◆ **EXERCISE OBJECTIVE**
From start to end of the material below, restate each line exactly.

··· INPUT DATA

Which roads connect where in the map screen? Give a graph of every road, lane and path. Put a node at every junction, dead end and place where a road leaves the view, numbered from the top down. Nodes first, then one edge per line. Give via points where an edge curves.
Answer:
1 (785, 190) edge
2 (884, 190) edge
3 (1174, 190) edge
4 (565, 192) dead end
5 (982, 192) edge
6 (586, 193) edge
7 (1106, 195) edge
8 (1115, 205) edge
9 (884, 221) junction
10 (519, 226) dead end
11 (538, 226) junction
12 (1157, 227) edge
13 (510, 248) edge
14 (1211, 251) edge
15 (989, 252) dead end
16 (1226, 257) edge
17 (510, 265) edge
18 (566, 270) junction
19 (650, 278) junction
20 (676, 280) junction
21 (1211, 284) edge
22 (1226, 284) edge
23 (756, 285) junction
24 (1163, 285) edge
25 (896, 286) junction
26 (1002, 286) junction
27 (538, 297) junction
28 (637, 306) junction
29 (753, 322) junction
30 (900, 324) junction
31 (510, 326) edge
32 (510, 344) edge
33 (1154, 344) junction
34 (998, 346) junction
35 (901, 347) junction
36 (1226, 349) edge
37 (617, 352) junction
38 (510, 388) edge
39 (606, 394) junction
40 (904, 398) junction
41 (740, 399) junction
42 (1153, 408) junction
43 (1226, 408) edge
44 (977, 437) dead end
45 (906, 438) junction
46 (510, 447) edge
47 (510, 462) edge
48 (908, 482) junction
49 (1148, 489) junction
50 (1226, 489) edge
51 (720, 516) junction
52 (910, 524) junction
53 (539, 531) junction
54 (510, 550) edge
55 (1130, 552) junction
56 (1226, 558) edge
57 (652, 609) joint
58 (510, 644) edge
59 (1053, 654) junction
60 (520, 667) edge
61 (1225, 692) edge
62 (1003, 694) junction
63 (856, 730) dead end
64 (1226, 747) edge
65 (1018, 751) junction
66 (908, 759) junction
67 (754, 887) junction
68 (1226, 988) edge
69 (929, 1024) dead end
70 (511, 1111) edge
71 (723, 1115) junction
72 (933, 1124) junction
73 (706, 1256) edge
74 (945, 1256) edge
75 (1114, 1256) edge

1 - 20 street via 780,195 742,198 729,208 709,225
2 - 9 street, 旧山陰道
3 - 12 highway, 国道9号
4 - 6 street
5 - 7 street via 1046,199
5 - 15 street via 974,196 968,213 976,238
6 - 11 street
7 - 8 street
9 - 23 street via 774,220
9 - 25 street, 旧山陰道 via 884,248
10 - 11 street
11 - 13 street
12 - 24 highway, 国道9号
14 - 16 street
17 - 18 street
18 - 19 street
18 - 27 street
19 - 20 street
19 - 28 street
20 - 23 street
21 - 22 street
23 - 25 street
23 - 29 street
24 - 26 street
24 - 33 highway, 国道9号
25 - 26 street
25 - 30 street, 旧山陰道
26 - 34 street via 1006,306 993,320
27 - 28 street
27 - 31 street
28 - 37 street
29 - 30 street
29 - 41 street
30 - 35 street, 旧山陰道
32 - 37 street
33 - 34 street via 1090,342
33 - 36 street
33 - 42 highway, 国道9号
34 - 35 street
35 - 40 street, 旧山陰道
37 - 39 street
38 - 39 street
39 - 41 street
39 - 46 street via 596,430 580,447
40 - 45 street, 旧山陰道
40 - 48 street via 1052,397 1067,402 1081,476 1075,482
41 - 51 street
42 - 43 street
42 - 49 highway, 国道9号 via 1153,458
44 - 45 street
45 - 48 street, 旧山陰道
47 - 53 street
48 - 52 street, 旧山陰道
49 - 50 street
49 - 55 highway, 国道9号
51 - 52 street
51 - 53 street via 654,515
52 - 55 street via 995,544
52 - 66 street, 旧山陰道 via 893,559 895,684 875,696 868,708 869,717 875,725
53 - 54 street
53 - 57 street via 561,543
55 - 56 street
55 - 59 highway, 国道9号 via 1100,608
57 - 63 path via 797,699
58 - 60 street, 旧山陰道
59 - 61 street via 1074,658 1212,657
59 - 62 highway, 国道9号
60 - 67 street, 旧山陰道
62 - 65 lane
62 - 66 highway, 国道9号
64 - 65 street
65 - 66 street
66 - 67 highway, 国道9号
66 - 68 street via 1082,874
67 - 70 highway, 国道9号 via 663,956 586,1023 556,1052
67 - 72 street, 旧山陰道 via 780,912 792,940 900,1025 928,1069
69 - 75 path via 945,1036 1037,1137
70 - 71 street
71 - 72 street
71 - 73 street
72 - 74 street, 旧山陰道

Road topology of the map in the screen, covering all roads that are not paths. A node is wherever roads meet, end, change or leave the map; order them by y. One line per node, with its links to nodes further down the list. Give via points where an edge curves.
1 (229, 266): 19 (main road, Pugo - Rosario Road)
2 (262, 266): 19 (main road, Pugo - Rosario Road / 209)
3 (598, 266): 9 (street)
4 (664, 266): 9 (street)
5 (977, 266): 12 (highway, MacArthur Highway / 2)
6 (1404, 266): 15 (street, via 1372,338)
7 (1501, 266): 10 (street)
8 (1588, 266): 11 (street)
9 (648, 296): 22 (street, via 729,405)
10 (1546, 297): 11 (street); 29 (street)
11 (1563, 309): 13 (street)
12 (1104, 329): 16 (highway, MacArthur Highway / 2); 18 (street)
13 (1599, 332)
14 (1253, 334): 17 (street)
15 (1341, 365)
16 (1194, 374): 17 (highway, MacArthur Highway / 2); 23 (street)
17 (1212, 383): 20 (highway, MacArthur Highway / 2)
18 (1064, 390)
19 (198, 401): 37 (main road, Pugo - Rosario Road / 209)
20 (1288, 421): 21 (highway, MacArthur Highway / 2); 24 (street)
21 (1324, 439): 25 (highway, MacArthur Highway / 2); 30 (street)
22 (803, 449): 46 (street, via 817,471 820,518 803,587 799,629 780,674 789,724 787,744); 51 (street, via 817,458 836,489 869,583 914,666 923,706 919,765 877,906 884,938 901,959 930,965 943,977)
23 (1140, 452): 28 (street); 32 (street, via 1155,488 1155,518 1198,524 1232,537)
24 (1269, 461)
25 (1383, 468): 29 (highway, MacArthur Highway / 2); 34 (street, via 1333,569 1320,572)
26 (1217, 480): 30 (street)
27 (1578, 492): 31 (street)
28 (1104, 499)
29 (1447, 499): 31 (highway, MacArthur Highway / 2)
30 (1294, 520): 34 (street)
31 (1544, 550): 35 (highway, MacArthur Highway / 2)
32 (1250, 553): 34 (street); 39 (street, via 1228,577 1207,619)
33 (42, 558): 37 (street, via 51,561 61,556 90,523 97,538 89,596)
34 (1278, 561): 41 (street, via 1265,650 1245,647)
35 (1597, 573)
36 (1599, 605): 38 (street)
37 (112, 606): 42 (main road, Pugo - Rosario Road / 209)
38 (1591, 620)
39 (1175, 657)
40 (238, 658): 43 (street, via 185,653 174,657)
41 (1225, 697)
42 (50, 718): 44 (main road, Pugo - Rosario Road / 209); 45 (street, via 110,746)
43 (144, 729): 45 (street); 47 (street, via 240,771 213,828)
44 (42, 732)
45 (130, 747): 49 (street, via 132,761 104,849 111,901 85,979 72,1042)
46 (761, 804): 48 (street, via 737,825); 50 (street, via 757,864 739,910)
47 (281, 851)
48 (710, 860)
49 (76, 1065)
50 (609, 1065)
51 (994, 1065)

······

◆ **EXERCISE RESPONSE**
Which roads connect where in the map screen? Give a graph of every road, lane and path. Put a node at every junction, dead end and place where a road leaves the view, numbered from the top down. Nodes first, then one edge per line. Give via points where an edge curves.
Answer:
1 (785, 190) edge
2 (884, 190) edge
3 (1174, 190) edge
4 (565, 192) dead end
5 (982, 192) edge
6 (586, 193) edge
7 (1106, 195) edge
8 (1115, 205) edge
9 (884, 221) junction
10 (519, 226) dead end
11 (538, 226) junction
12 (1157, 227) edge
13 (510, 248) edge
14 (1211, 251) edge
15 (989, 252) dead end
16 (1226, 257) edge
17 (510, 265) edge
18 (566, 270) junction
19 (650, 278) junction
20 (676, 280) junction
21 (1211, 284) edge
22 (1226, 284) edge
23 (756, 285) junction
24 (1163, 285) edge
25 (896, 286) junction
26 (1002, 286) junction
27 (538, 297) junction
28 (637, 306) junction
29 (753, 322) junction
30 (900, 324) junction
31 (510, 326) edge
32 (510, 344) edge
33 (1154, 344) junction
34 (998, 346) junction
35 (901, 347) junction
36 (1226, 349) edge
37 (617, 352) junction
38 (510, 388) edge
39 (606, 394) junction
40 (904, 398) junction
41 (740, 399) junction
42 (1153, 408) junction
43 (1226, 408) edge
44 (977, 437) dead end
45 (906, 438) junction
46 (510, 447) edge
47 (510, 462) edge
48 (908, 482) junction
49 (1148, 489) junction
50 (1226, 489) edge
51 (720, 516) junction
52 (910, 524) junction
53 (539, 531) junction
54 (510, 550) edge
55 (1130, 552) junction
56 (1226, 558) edge
57 (652, 609) joint
58 (510, 644) edge
59 (1053, 654) junction
60 (520, 667) edge
61 (1225, 692) edge
62 (1003, 694) junction
63 (856, 730) dead end
64 (1226, 747) edge
65 (1018, 751) junction
66 (908, 759) junction
67 (754, 887) junction
68 (1226, 988) edge
69 (929, 1024) dead end
70 (511, 1111) edge
71 (723, 1115) junction
72 (933, 1124) junction
73 (706, 1256) edge
74 (945, 1256) edge
75 (1114, 1256) edge

1 - 20 street via 780,195 742,198 729,208 709,225
2 - 9 street, 旧山陰道
3 - 12 highway, 国道9号
4 - 6 street
5 - 7 street via 1046,199
5 - 15 street via 974,196 968,213 976,238
6 - 11 street
7 - 8 street
9 - 23 street via 774,220
9 - 25 street, 旧山陰道 via 884,248
10 - 11 street
11 - 13 street
12 - 24 highway, 国道9号
14 - 16 street
17 - 18 street
18 - 19 street
18 - 27 street
19 - 20 street
19 - 28 street
20 - 23 street
21 - 22 street
23 - 25 street
23 - 29 street
24 - 26 street
24 - 33 highway, 国道9号
25 - 26 street
25 - 30 street, 旧山陰道
26 - 34 street via 1006,306 993,320
27 - 28 street
27 - 31 street
28 - 37 street
29 - 30 street
29 - 41 street
30 - 35 street, 旧山陰道
32 - 37 street
33 - 34 street via 1090,342
33 - 36 street
33 - 42 highway, 国道9号
34 - 35 street
35 - 40 street, 旧山陰道
37 - 39 street
38 - 39 street
39 - 41 street
39 - 46 street via 596,430 580,447
40 - 45 street, 旧山陰道
40 - 48 street via 1052,397 1067,402 1081,476 1075,482
41 - 51 street
42 - 43 street
42 - 49 highway, 国道9号 via 1153,458
44 - 45 street
45 - 48 street, 旧山陰道
47 - 53 street
48 - 52 street, 旧山陰道
49 - 50 street
49 - 55 highway, 国道9号
51 - 52 street
51 - 53 street via 654,515
52 - 55 street via 995,544
52 - 66 street, 旧山陰道 via 893,559 895,684 875,696 868,708 869,717 875,725
53 - 54 street
53 - 57 street via 561,543
55 - 56 street
55 - 59 highway, 国道9号 via 1100,608
57 - 63 path via 797,699
58 - 60 street, 旧山陰道
59 - 61 street via 1074,658 1212,657
59 - 62 highway, 国道9号
60 - 67 street, 旧山陰道
62 - 65 lane
62 - 66 highway, 国道9号
64 - 65 street
65 - 66 street
66 - 67 highway, 国道9号
66 - 68 street via 1082,874
67 - 70 highway, 国道9号 via 663,956 586,1023 556,1052
67 - 72 street, 旧山陰道 via 780,912 792,940 900,1025 928,1069
69 - 75 path via 945,1036 1037,1137
70 - 71 street
71 - 72 street
71 - 73 street
72 - 74 street, 旧山陰道

Road topology of the map in the screen, covering all roads that are not paths. A node is wherever roads meet, end, change or leave the map; order them by y. One line per node, with its links to nodes further down the list. Give via points where an edge curves.
1 (229, 266): 19 (main road, Pugo - Rosario Road)
2 (262, 266): 19 (main road, Pugo - Rosario Road / 209)
3 (598, 266): 9 (street)
4 (664, 266): 9 (street)
5 (977, 266): 12 (highway, MacArthur Highway / 2)
6 (1404, 266): 15 (street, via 1372,338)
7 (1501, 266): 10 (street)
8 (1588, 266): 11 (street)
9 (648, 296): 22 (street, via 729,405)
10 (1546, 297): 11 (street); 29 (street)
11 (1563, 309): 13 (street)
12 (1104, 329): 16 (highway, MacArthur Highway / 2); 18 (street)
13 (1599, 332)
14 (1253, 334): 17 (street)
15 (1341, 365)
16 (1194, 374): 17 (highway, MacArthur Highway / 2); 23 (street)
17 (1212, 383): 20 (highway, MacArthur Highway / 2)
18 (1064, 390)
19 (198, 401): 37 (main road, Pugo - Rosario Road / 209)
20 (1288, 421): 21 (highway, MacArthur Highway / 2); 24 (street)
21 (1324, 439): 25 (highway, MacArthur Highway / 2); 30 (street)
22 (803, 449): 46 (street, via 817,471 820,518 803,587 799,629 780,674 789,724 787,744); 51 (street, via 817,458 836,489 869,583 914,666 923,706 919,765 877,906 884,938 901,959 930,965 943,977)
23 (1140, 452): 28 (street); 32 (street, via 1155,488 1155,518 1198,524 1232,537)
24 (1269, 461)
25 (1383, 468): 29 (highway, MacArthur Highway / 2); 34 (street, via 1333,569 1320,572)
26 (1217, 480): 30 (street)
27 (1578, 492): 31 (street)
28 (1104, 499)
29 (1447, 499): 31 (highway, MacArthur Highway / 2)
30 (1294, 520): 34 (street)
31 (1544, 550): 35 (highway, MacArthur Highway / 2)
32 (1250, 553): 34 (street); 39 (street, via 1228,577 1207,619)
33 (42, 558): 37 (street, via 51,561 61,556 90,523 97,538 89,596)
34 (1278, 561): 41 (street, via 1265,650 1245,647)
35 (1597, 573)
36 (1599, 605): 38 (street)
37 (112, 606): 42 (main road, Pugo - Rosario Road / 209)
38 (1591, 620)
39 (1175, 657)
40 (238, 658): 43 (street, via 185,653 174,657)
41 (1225, 697)
42 (50, 718): 44 (main road, Pugo - Rosario Road / 209); 45 (street, via 110,746)
43 (144, 729): 45 (street); 47 (street, via 240,771 213,828)
44 (42, 732)
45 (130, 747): 49 (street, via 132,761 104,849 111,901 85,979 72,1042)
46 (761, 804): 48 (street, via 737,825); 50 (street, via 757,864 739,910)
47 (281, 851)
48 (710, 860)
49 (76, 1065)
50 (609, 1065)
51 (994, 1065)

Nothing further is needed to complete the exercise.